■ WORK TASK: Would you please write out the records below exactly as they appear?

■ MATERIAL FOR THE TASK:

========

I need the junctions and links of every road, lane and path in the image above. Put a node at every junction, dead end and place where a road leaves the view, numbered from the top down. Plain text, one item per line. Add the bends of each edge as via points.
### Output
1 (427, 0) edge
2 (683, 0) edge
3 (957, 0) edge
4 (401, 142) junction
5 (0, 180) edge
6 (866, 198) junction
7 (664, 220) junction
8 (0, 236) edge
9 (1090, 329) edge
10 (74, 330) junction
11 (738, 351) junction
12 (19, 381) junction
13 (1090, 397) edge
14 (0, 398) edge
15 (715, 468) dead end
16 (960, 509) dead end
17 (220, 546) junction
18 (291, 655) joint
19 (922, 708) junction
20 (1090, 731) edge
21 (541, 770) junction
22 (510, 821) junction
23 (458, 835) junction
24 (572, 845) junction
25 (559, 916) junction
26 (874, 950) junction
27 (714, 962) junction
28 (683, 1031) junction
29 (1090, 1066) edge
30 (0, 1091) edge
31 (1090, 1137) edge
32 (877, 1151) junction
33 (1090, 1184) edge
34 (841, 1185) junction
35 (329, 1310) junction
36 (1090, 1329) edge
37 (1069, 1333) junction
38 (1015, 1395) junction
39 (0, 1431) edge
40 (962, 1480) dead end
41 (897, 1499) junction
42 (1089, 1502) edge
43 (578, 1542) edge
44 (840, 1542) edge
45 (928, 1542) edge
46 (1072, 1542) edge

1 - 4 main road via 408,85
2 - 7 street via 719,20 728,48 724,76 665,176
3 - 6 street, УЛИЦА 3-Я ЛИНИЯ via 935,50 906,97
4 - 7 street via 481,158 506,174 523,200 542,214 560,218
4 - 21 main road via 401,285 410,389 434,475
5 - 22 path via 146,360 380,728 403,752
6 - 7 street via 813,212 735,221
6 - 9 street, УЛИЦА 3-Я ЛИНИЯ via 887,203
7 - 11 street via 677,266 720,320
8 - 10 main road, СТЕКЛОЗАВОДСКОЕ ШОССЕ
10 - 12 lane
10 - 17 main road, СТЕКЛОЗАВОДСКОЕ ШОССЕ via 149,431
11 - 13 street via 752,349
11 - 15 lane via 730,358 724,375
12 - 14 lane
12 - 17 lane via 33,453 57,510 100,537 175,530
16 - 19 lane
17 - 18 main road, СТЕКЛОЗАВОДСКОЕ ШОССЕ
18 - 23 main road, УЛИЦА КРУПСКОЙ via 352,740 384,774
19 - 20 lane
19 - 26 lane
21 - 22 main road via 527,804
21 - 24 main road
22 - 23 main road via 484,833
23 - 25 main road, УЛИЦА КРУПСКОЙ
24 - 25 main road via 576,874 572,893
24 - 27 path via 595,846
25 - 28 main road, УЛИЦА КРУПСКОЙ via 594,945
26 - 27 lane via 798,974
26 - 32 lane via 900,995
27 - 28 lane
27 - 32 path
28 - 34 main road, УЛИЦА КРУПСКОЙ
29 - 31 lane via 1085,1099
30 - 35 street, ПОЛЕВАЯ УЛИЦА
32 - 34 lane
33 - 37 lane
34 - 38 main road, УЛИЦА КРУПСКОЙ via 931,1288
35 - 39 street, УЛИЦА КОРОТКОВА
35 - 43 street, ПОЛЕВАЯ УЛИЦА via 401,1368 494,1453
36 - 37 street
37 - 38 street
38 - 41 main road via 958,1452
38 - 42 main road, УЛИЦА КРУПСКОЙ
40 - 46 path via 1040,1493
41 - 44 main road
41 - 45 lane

========

■ WRITTEN RESPONSE:
I need the junctions and links of every road, lane and path in the image above. Put a node at every junction, dead end and place where a road leaves the view, numbered from the top down. Plain text, one item per line. Add the bends of each edge as via points.
### Output
1 (427, 0) edge
2 (683, 0) edge
3 (957, 0) edge
4 (401, 142) junction
5 (0, 180) edge
6 (866, 198) junction
7 (664, 220) junction
8 (0, 236) edge
9 (1090, 329) edge
10 (74, 330) junction
11 (738, 351) junction
12 (19, 381) junction
13 (1090, 397) edge
14 (0, 398) edge
15 (715, 468) dead end
16 (960, 509) dead end
17 (220, 546) junction
18 (291, 655) joint
19 (922, 708) junction
20 (1090, 731) edge
21 (541, 770) junction
22 (510, 821) junction
23 (458, 835) junction
24 (572, 845) junction
25 (559, 916) junction
26 (874, 950) junction
27 (714, 962) junction
28 (683, 1031) junction
29 (1090, 1066) edge
30 (0, 1091) edge
31 (1090, 1137) edge
32 (877, 1151) junction
33 (1090, 1184) edge
34 (841, 1185) junction
35 (329, 1310) junction
36 (1090, 1329) edge
37 (1069, 1333) junction
38 (1015, 1395) junction
39 (0, 1431) edge
40 (962, 1480) dead end
41 (897, 1499) junction
42 (1089, 1502) edge
43 (578, 1542) edge
44 (840, 1542) edge
45 (928, 1542) edge
46 (1072, 1542) edge

1 - 4 main road via 408,85
2 - 7 street via 719,20 728,48 724,76 665,176
3 - 6 street, УЛИЦА 3-Я ЛИНИЯ via 935,50 906,97
4 - 7 street via 481,158 506,174 523,200 542,214 560,218
4 - 21 main road via 401,285 410,389 434,475
5 - 22 path via 146,360 380,728 403,752
6 - 7 street via 813,212 735,221
6 - 9 street, УЛИЦА 3-Я ЛИНИЯ via 887,203
7 - 11 street via 677,266 720,320
8 - 10 main road, СТЕКЛОЗАВОДСКОЕ ШОССЕ
10 - 12 lane
10 - 17 main road, СТЕКЛОЗАВОДСКОЕ ШОССЕ via 149,431
11 - 13 street via 752,349
11 - 15 lane via 730,358 724,375
12 - 14 lane
12 - 17 lane via 33,453 57,510 100,537 175,530
16 - 19 lane
17 - 18 main road, СТЕКЛОЗАВОДСКОЕ ШОССЕ
18 - 23 main road, УЛИЦА КРУПСКОЙ via 352,740 384,774
19 - 20 lane
19 - 26 lane
21 - 22 main road via 527,804
21 - 24 main road
22 - 23 main road via 484,833
23 - 25 main road, УЛИЦА КРУПСКОЙ
24 - 25 main road via 576,874 572,893
24 - 27 path via 595,846
25 - 28 main road, УЛИЦА КРУПСКОЙ via 594,945
26 - 27 lane via 798,974
26 - 32 lane via 900,995
27 - 28 lane
27 - 32 path
28 - 34 main road, УЛИЦА КРУПСКОЙ
29 - 31 lane via 1085,1099
30 - 35 street, ПОЛЕВАЯ УЛИЦА
32 - 34 lane
33 - 37 lane
34 - 38 main road, УЛИЦА КРУПСКОЙ via 931,1288
35 - 39 street, УЛИЦА КОРОТКОВА
35 - 43 street, ПОЛЕВАЯ УЛИЦА via 401,1368 494,1453
36 - 37 street
37 - 38 street
38 - 41 main road via 958,1452
38 - 42 main road, УЛИЦА КРУПСКОЙ
40 - 46 path via 1040,1493
41 - 44 main road
41 - 45 lane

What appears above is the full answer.